By: Marcelle Clavette and Jasmine Beecham
This is part 2 of our 8-part blog series, Psychological Safety and Advancing Workforce Equity.
An employee’s perspective on workplace culture plays a particularly important role in self-identification disclosure decisions. An employee’s decision to self-identify is a risk-benefit analysis within the existing workplace environment (Toth & Dewa, 2014). Given this, how can organizations support employees when soliciting self-identification? Inclusive leadership, psychologically safe work environments, and supportive coworkers are critical, as is demonstrating equitable treatment for all individuals. While monitoring their workplace environment, employees will be looking for identity-safety cues or identity-threatening cues.
Social identity threat is the broad concern that a person’s identity or identities will be undervalued in a specific space, such as a majority White workplace (Steele et al., 2002). Cues embedded in the work environment signal whether an employee’s identity may be appreciated and valued, or whether they may be devalued, negatively stereotyped, or discriminated against (Murphy & Taylor, 2012). Identity-safety cues can convey that one’s marginalized status is welcomed and belongs in an environment (Walton et al., 2015). Inversely, cues that signal that one does not belong in an environment are identity-threatening cues. The presence of identity-threatening cues in the workplace can lead employees to feeling unvalued and that they do not belong, less trust and comfort in an organization, deciding to refrain from self-identifying, and may lead to increased impression management behaviors and searching for another job (Purdie-Vaughns et al., 2008; Murphy & Taylor, 2012; Murphy & Steele, 2010).
Impression management is an attempt to influence how others perceive you and attempting to present oneself in a way that receives positive responses from others (Smith, 2006). Employees may engage in impression management behaviors to feel a sense of belonging, to advance their career, or simply to not stand out (Chen & Lin, 2014). Employees manage their workplace impressions based on their own assessment of the current organizational treatment of protected groups in the workplace.
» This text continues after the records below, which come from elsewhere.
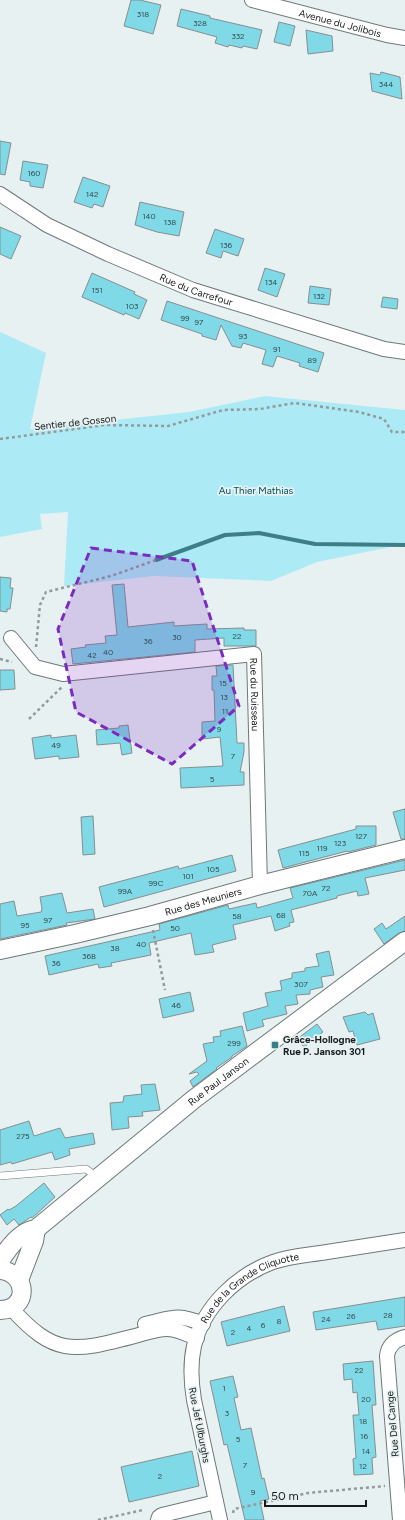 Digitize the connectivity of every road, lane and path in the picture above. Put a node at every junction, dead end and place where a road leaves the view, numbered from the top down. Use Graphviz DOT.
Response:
graph roads {
  1 [pos="252,0"];
  2 [pos="405,38"];
  3 [pos="0,194"];
  4 [pos="405,352"];
  5 [pos="405,432"];
  6 [pos="0,439"];
  7 [pos="156,560"];
  8 [pos="11,638"];
  9 [pos="35,667"];
  10 [pos="77,673"];
  11 [pos="29,720"];
  12 [pos="405,849"];
  13 [pos="260,885"];
  14 [pos="150,916"];
  15 [pos="405,941"];
  16 [pos="0,950"];
  17 [pos="165,990"];
  18 [pos="0,1176"];
  19 [pos="98,1178"];
  20 [pos="36,1229"];
  21 [pos="405,1240"];
  22 [pos="0,1261"];
  23 [pos="0,1270"];
  24 [pos="19,1280"];
  25 [pos="10,1306"];
  26 [pos="203,1324"];
  27 [pos="405,1337"];
  28 [pos="197,1338"];
  29 [pos="397,1485"];
  30 [pos="216,1502"];
  31 [pos="143,1510"];
  32 [pos="220,1519"];
  33 [pos="98,1520"];
  34 [pos="158,1520"];
  35 [pos="400,1520"];
  1 -- 2 [label="street, Avenue du Jolibois"];
  3 -- 4 [label="street, Rue du Carrefour"];
  5 -- 6 [label="path, Sentier de Gosson"];
  7 -- 9 [label="path"];
  8 -- 9 [label="street"];
  9 -- 10 [label="street, Rue du Ruisseau"];
  10 -- 11 [label="path"];
  10 -- 13 [label="street, Rue du Ruisseau"];
  12 -- 13 [label="street, Rue des Meuniers"];
  13 -- 14 [label="street, Rue des Meuniers"];
  14 -- 16 [label="street, Rue des Meuniers"];
  14 -- 17 [label="path"];
  15 -- 19 [label="street, Rue Paul Janson"];
  18 -- 19 [label="lane"];
  19 -- 20 [label="street, Rue Paul Janson"];
  20 -- 22 [label="street, Rue Paul Janson"];
  20 -- 24 [label="street"];
  21 -- 26 [label="street, Rue de la Grande Cliquotte"];
  23 -- 24 [label="street"];
  24 -- 25 [label="street"];
  25 -- 26 [label="street, Rue de la Grande Cliquotte"];
  25 -- 28 [label="street, Rue de la Grande Cliquotte"];
  26 -- 28 [label="street, Rue Jef Ulburghs"];
  27 -- 29 [label="street, Rue Del Cange"];
  28 -- 30 [label="street, Rue Jef Ulburghs"];
  29 -- 32 [label="path"];
  29 -- 35 [label="street, Rue Del Cange"];
  30 -- 32 [label="street, Rue Jef Ulburghs"];
  30 -- 34 [label="street"];
  31 -- 33 [label="path"];
} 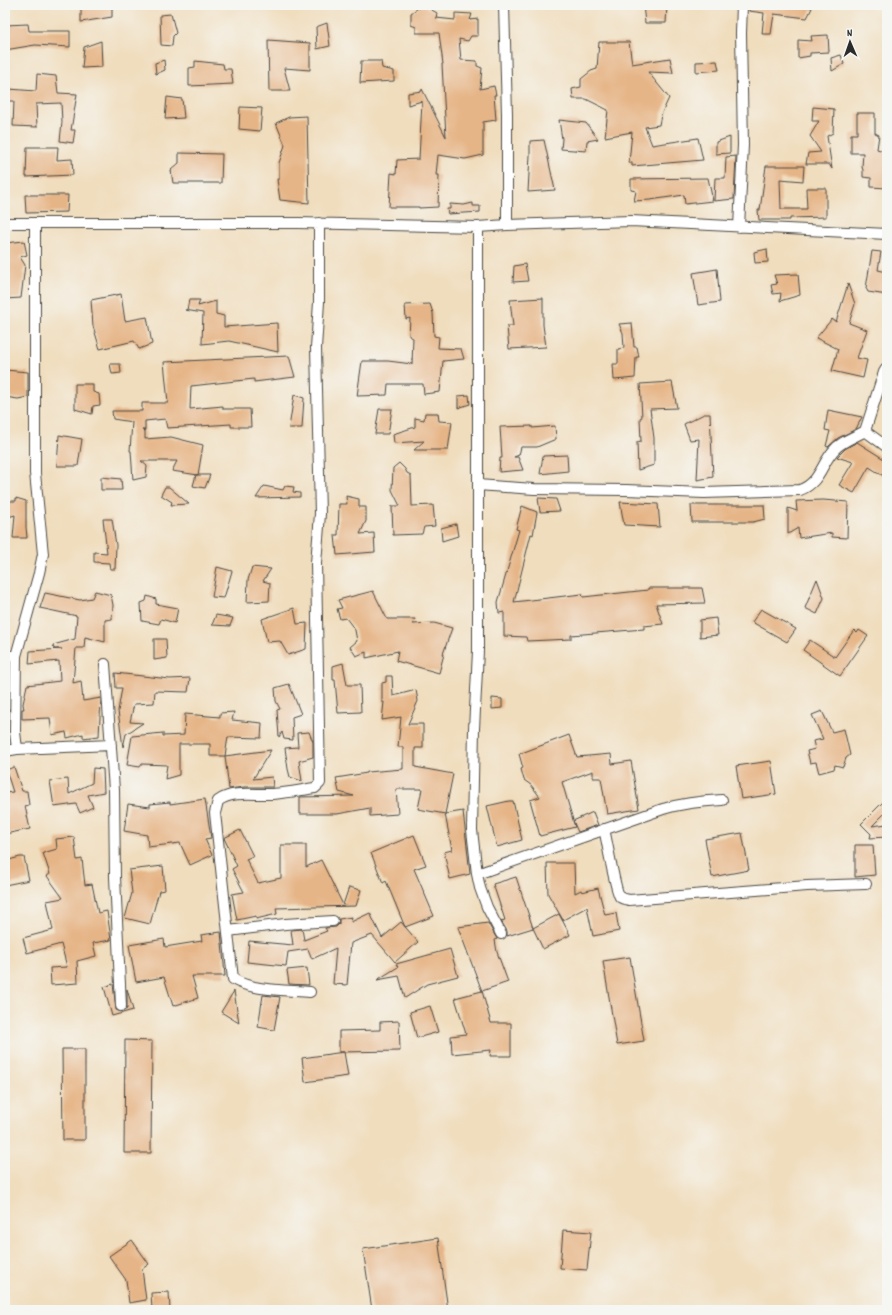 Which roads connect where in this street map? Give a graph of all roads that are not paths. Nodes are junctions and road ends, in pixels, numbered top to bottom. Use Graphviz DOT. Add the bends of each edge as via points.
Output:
graph roads {
  1 [pos="504,5"];
  2 [pos="742,5"];
  3 [pos="5,223"];
  4 [pos="35,223"];
  5 [pos="320,223"];
  6 [pos="508,225"];
  7 [pos="478,227"];
  8 [pos="740,227"];
  9 [pos="887,234"];
  10 [pos="887,367"];
  11 [pos="865,432"];
  12 [pos="887,447"];
  13 [pos="478,485"];
  14 [pos="5,656"];
  15 [pos="16,656"];
  16 [pos="105,664"];
  17 [pos="111,745"];
  18 [pos="17,749"];
  19 [pos="5,750"];
  20 [pos="722,800"];
  21 [pos="604,829"];
  22 [pos="477,874"];
  23 [pos="866,884"];
  24 [pos="333,921"];
  25 [pos="228,931"];
  26 [pos="502,934"];
  27 [pos="310,992"];
  28 [pos="121,1006"];
  1 -- 6 [label="street"];
  2 -- 8 [label="street" via="743,145"];
  3 -- 4 [label="street"];
  4 -- 5 [label="street"];
  4 -- 15 [label="street" via="35,473 43,554"];
  5 -- 7 [label="street"];
  5 -- 25 [label="street" via="316,348 320,514 316,563 321,781 315,788 272,794 230,795 218,801 215,813 216,832"];
  6 -- 7 [label="street"];
  6 -- 8 [label="street" via="630,221"];
  7 -- 13 [label="street"];
  8 -- 9 [label="street"];
  10 -- 11 [label="street"];
  11 -- 12 [label="street"];
  11 -- 13 [label="street" via="837,447 819,475 810,485 800,490 704,493 534,489"];
  13 -- 22 [label="street" via="478,651 472,830"];
  14 -- 15 [label="street"];
  15 -- 18 [label="street"];
  16 -- 17 [label="street"];
  17 -- 18 [label="street"];
  17 -- 28 [label="street"];
  18 -- 19 [label="street"];
  20 -- 21 [label="street" via="681,804"];
  21 -- 22 [label="street"];
  21 -- 23 [label="street" via="619,896 628,900 806,886"];
  22 -- 26 [label="street" via="487,907"];
  24 -- 25 [label="street"];
  25 -- 27 [label="street" via="233,979 251,986"];
} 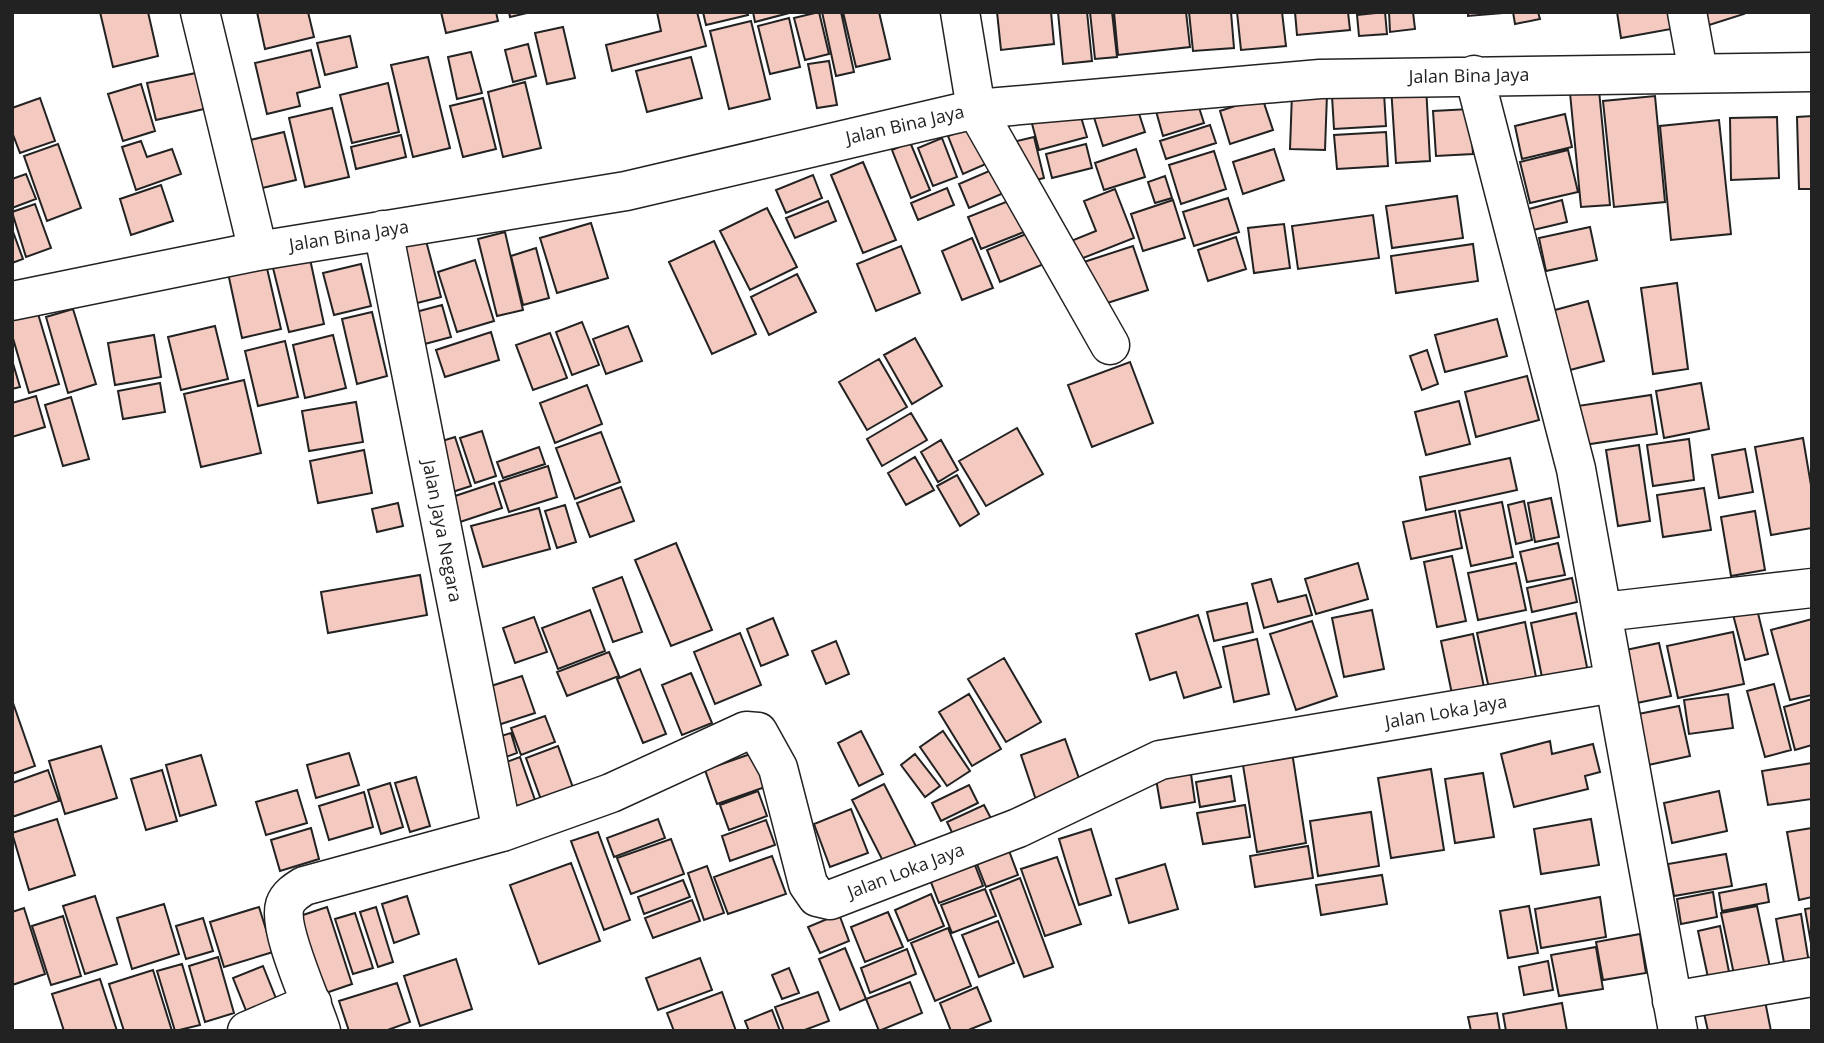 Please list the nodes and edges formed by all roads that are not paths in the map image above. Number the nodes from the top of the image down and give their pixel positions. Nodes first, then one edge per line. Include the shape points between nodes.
1 (200, 12) edge
2 (960, 12) edge
3 (1687, 12) edge
4 (1698, 72) junction
5 (1812, 72) edge
6 (1474, 75) junction
7 (976, 109) junction
8 (383, 230) junction
9 (258, 251) junction
10 (12, 301) edge
11 (1110, 345) dead end
12 (1812, 588) edge
13 (1603, 612) junction
14 (1614, 683) junction
15 (502, 832) junction
16 (1812, 977) edge
17 (1675, 1016) edge
18 (317, 1017) edge
19 (247, 1031) edge

1 - 9 street
2 - 7 street
3 - 4 street
4 - 5 street, Jalan Bina Jaya
4 - 6 street, Jalan Bina Jaya
6 - 7 street, Jalan Bina Jaya via 1320,79
6 - 13 street via 1576,469
7 - 8 street, Jalan Bina Jaya via 626,191
7 - 11 street
8 - 9 street, Jalan Bina Jaya
8 - 15 street, Jalan Jaya Negara
9 - 10 street, Jalan Bina Jaya
12 - 13 street
13 - 14 street
14 - 15 street, Jalan Loka Jaya via 1160,760 1018,828 830,900 817,897 808,884 778,768 753,730 611,793
14 - 17 street
15 - 18 street, Jalan Loka Jaya via 295,891 285,904 285,932
16 - 17 street
18 - 19 street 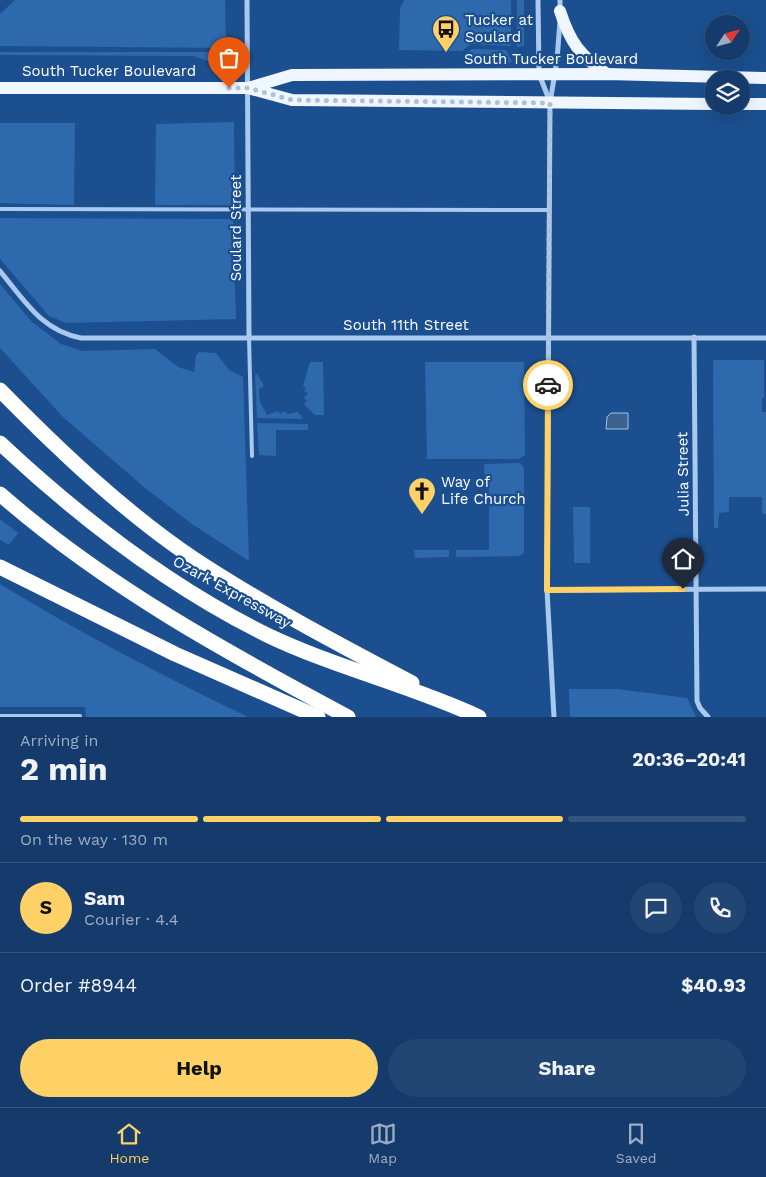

This assessment is a motivating factor behind the decision for an employee to self-identify, or not self-identify, as a member of a protected group that is marginalized within the organization.
Social identity threats and impression management behaviors can be impacted by situational cues. Situational cues that are negative can signal to employees that protected groups are not valued. Alternatively, situational cues that emphasize valuing and belonging of protected groups can neutralize social identity threat concerns and drive an employee’s authentic self-impression.
Below are examples of situational cues and workforce inequities that could influence an employee’s decision not to self-identify. Remember, these should be reviewed from a protected group perspective, not organizational intent.
- Not having diverse representation in company marketing, website, or promotional materials (Murphy & Taylor, 2012).
- Passing 5 men's bathrooms when walking to the interview but only 1 women's or accessible bathroom (Purdie-Vaughns et al., 2008).
- Being interviewed only by men (Murphy & Steele, 2010; Murphy & Taylor, 2012).
- Unequal representation within entry-level positions to workforce availability and communities served.
- Not visibly seeing diverse leadership, coworkers, and interviewers.
- Only seeing diverse representation within entry-level positions and not in higher job positions.
- Support of employee and company achievements for certain protected groups but not others
- Protected groups leaving the organization at higher rates.
- Current employees who are part of protected groups feel that they are not valued or are treated differently, even if an applicant is part of a different protected group.
- Lack of supervisor support and understanding.
Chen, C., & Lin, M. (2014). The Effect of Applicant Impression Management Tactics on Hiring Recommendations: Cognitive and Affective Processes. Applied Psychology, 63, 698-724, https://doi.org/10.1111/apps.12013
Murphy, M. C., & Steele, C. M. (2010). The importance of context: Understanding the effects of situational cues on perceived identity contingencies and sense of belonging. Manuscript submitted for review.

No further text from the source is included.